[Source records]
+++

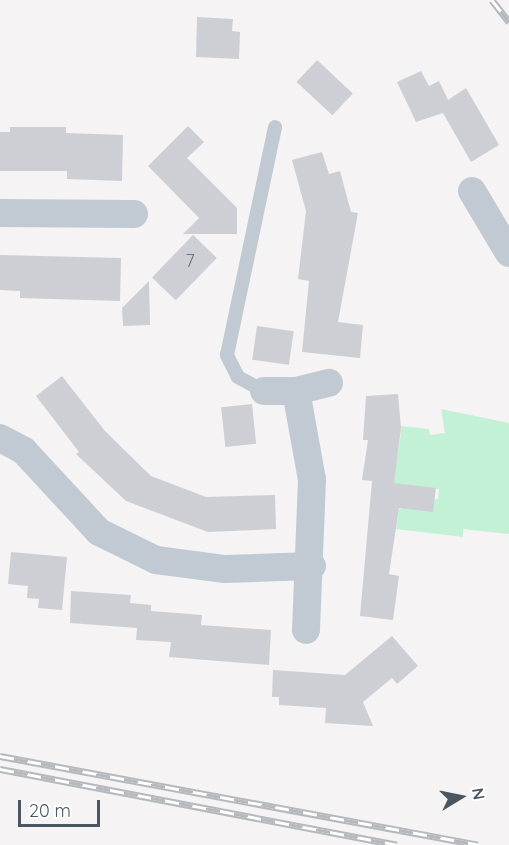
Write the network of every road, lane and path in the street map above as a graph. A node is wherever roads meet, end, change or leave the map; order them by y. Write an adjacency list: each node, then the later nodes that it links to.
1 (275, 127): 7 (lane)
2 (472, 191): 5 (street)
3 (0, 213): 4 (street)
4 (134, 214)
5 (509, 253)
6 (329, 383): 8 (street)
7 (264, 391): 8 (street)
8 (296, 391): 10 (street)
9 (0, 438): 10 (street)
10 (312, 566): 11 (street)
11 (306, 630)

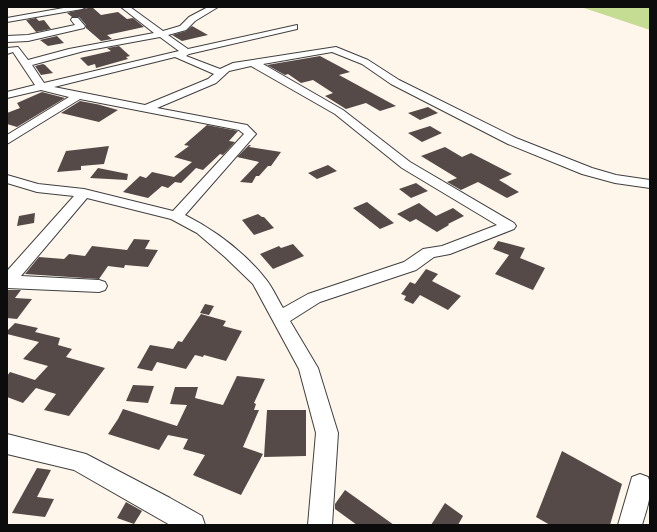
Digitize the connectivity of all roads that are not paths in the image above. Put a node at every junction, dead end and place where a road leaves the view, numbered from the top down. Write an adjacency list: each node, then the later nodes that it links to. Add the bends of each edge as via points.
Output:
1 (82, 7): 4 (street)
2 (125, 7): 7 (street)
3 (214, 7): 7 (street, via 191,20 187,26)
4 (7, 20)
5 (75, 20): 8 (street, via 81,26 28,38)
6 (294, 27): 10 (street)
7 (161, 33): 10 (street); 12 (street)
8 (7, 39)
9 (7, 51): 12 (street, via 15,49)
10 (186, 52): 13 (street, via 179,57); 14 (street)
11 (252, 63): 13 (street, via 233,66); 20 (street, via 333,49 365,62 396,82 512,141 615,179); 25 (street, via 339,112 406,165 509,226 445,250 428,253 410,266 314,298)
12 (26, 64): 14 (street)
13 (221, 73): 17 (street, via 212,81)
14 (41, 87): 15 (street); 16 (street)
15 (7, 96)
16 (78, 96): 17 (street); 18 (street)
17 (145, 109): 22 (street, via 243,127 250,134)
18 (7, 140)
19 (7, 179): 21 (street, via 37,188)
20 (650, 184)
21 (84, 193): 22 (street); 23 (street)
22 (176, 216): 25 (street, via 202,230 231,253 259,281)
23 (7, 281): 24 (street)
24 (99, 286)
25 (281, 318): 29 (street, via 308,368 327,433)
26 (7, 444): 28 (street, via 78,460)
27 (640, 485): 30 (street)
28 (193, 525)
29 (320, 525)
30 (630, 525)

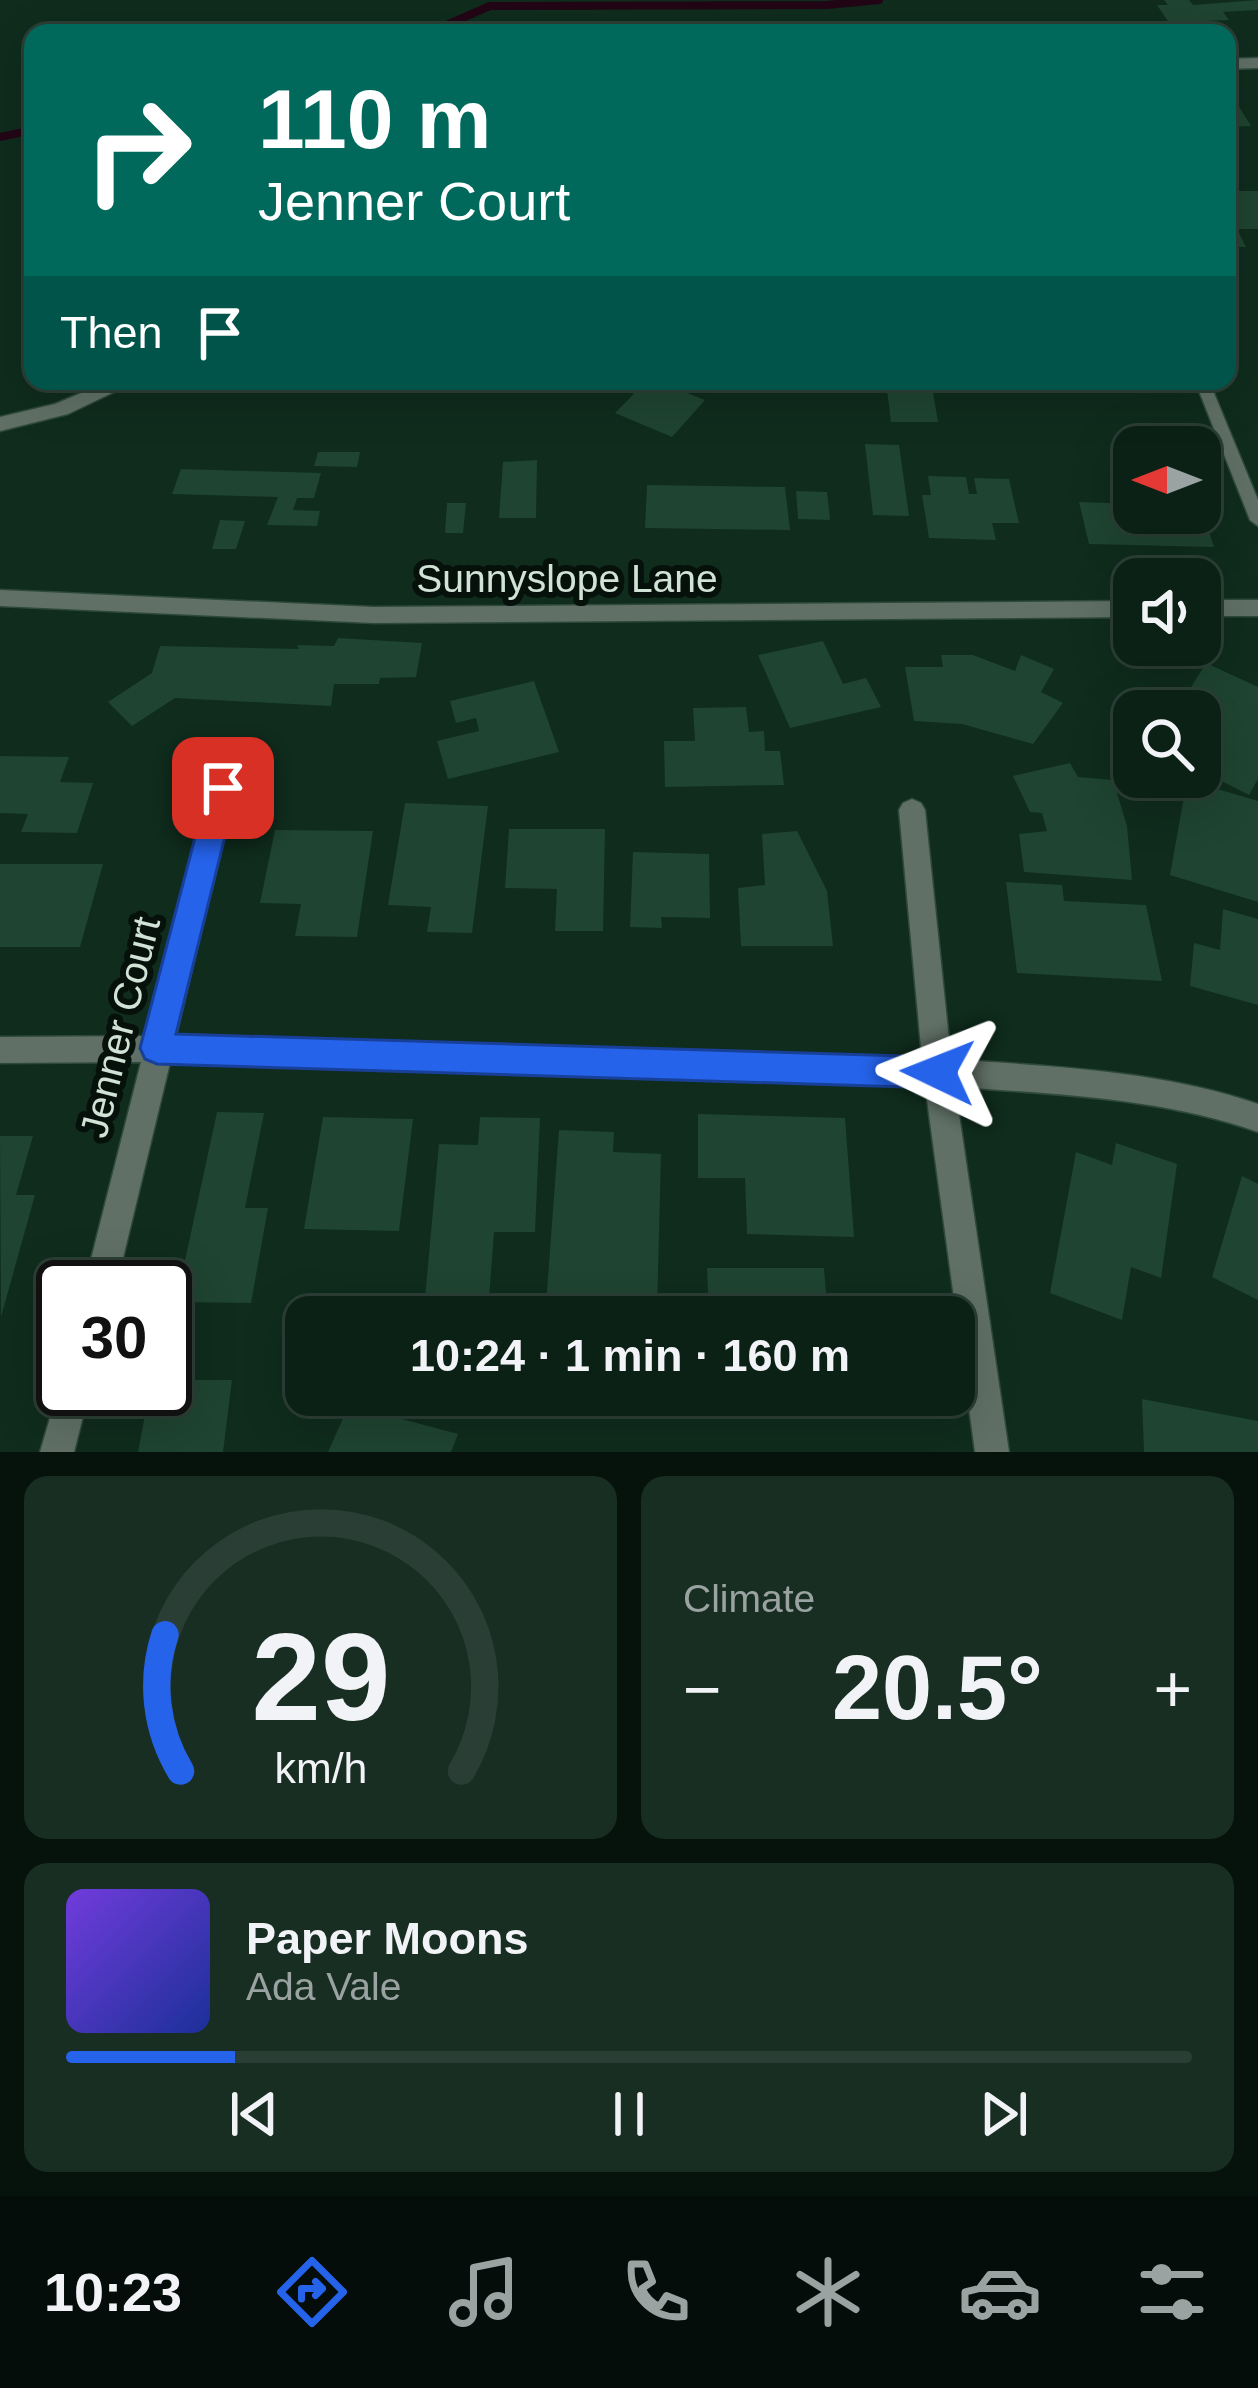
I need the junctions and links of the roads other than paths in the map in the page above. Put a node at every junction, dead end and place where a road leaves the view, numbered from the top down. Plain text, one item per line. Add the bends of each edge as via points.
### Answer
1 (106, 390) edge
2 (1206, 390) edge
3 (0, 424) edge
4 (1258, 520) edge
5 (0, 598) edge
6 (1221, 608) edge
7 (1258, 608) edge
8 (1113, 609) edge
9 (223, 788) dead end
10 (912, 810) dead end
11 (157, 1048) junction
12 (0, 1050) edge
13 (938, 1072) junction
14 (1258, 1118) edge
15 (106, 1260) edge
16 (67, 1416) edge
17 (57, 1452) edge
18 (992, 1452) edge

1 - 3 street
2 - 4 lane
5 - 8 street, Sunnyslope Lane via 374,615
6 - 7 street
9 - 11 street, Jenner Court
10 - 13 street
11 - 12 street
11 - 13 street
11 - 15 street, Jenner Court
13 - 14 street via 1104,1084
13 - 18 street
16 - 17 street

+++

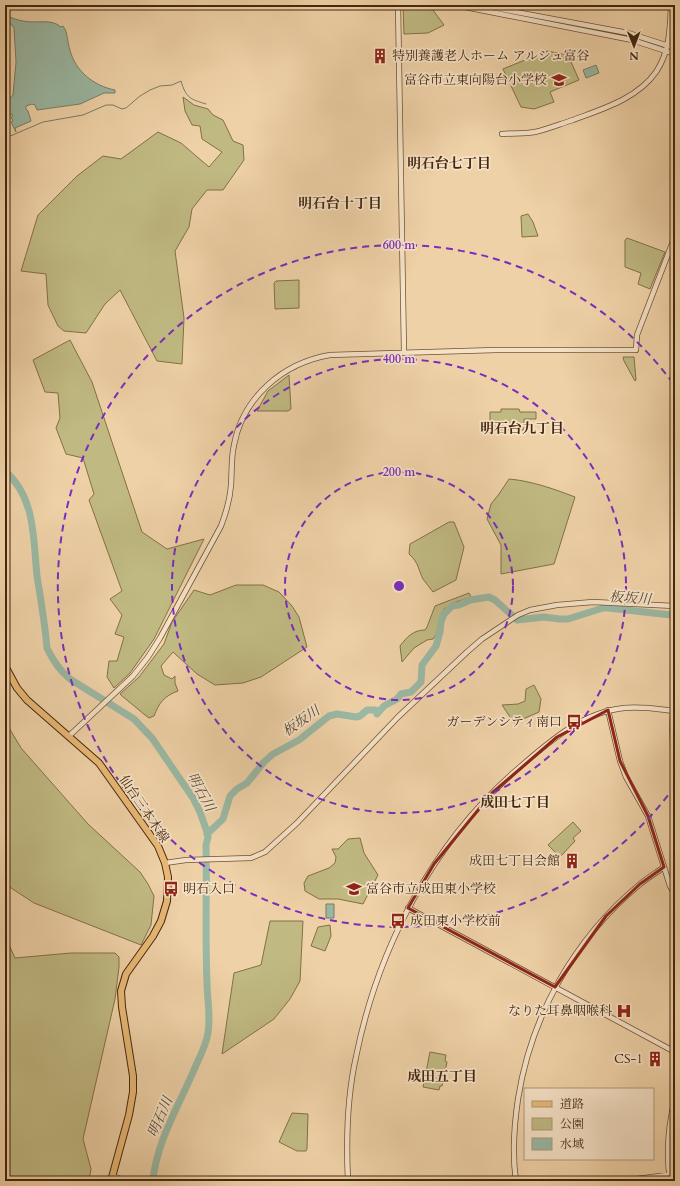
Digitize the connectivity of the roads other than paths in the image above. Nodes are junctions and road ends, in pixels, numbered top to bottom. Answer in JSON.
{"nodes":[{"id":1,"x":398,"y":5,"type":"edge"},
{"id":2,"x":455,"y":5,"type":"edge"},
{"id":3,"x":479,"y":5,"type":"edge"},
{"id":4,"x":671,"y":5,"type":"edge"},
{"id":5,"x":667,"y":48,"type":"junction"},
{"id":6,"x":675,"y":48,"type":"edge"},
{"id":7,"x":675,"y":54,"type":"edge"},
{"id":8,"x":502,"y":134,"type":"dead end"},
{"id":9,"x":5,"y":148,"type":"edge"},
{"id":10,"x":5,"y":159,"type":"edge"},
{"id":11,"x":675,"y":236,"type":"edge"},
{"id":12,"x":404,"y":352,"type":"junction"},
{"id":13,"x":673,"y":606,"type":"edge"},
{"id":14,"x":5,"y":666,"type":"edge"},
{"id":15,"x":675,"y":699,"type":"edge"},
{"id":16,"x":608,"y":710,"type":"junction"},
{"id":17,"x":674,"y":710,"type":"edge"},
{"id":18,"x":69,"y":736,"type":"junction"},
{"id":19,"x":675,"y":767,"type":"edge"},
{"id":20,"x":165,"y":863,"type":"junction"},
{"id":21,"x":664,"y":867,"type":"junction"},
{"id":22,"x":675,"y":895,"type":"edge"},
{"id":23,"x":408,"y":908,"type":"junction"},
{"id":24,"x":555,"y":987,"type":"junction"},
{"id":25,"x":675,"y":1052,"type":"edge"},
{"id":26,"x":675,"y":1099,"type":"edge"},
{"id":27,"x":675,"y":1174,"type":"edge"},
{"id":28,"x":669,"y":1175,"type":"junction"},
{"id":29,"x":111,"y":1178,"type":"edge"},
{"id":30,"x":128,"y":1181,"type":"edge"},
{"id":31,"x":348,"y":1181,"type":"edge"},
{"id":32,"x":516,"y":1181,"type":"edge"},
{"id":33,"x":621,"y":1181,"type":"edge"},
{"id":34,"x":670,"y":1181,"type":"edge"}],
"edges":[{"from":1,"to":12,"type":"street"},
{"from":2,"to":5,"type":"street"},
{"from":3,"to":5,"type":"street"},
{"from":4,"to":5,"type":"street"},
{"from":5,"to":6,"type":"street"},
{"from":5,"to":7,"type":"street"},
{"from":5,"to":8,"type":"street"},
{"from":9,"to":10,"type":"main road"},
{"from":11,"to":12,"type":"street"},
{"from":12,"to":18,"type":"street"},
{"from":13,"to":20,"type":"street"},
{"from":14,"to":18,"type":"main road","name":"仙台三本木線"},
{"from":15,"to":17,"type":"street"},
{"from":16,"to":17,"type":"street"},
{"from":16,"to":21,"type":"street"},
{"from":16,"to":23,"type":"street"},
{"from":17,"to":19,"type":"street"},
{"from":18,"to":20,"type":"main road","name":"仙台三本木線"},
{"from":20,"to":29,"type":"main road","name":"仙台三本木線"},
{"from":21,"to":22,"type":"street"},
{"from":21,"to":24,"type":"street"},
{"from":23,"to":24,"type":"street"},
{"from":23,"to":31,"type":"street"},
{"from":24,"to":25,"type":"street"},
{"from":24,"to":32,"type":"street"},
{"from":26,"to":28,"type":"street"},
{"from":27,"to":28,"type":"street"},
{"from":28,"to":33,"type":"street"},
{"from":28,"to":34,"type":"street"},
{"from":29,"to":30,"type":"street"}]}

+++

- _TASK PROMPT_:
What you return must match the lines above from the one with "Write the network" through the one with "Digitize the connectivity of all" exactly, with both ends included and the pictures excluded.

- _ANSWER SECTION_:
Write the network of every road, lane and path in the street map above as a graph. A node is wherever roads meet, end, change or leave the map; order them by y. Write an adjacency list: each node, then the later nodes that it links to.
1 (275, 127): 7 (lane)
2 (472, 191): 5 (street)
3 (0, 213): 4 (street)
4 (134, 214)
5 (509, 253)
6 (329, 383): 8 (street)
7 (264, 391): 8 (street)
8 (296, 391): 10 (street)
9 (0, 438): 10 (street)
10 (312, 566): 11 (street)
11 (306, 630)

Digitize the connectivity of all roads that are not paths in the image above. Put a node at every junction, dead end and place where a road leaves the view, numbered from the top down. Write an adjacency list: each node, then the later nodes that it links to. Add the bends of each edge as via points.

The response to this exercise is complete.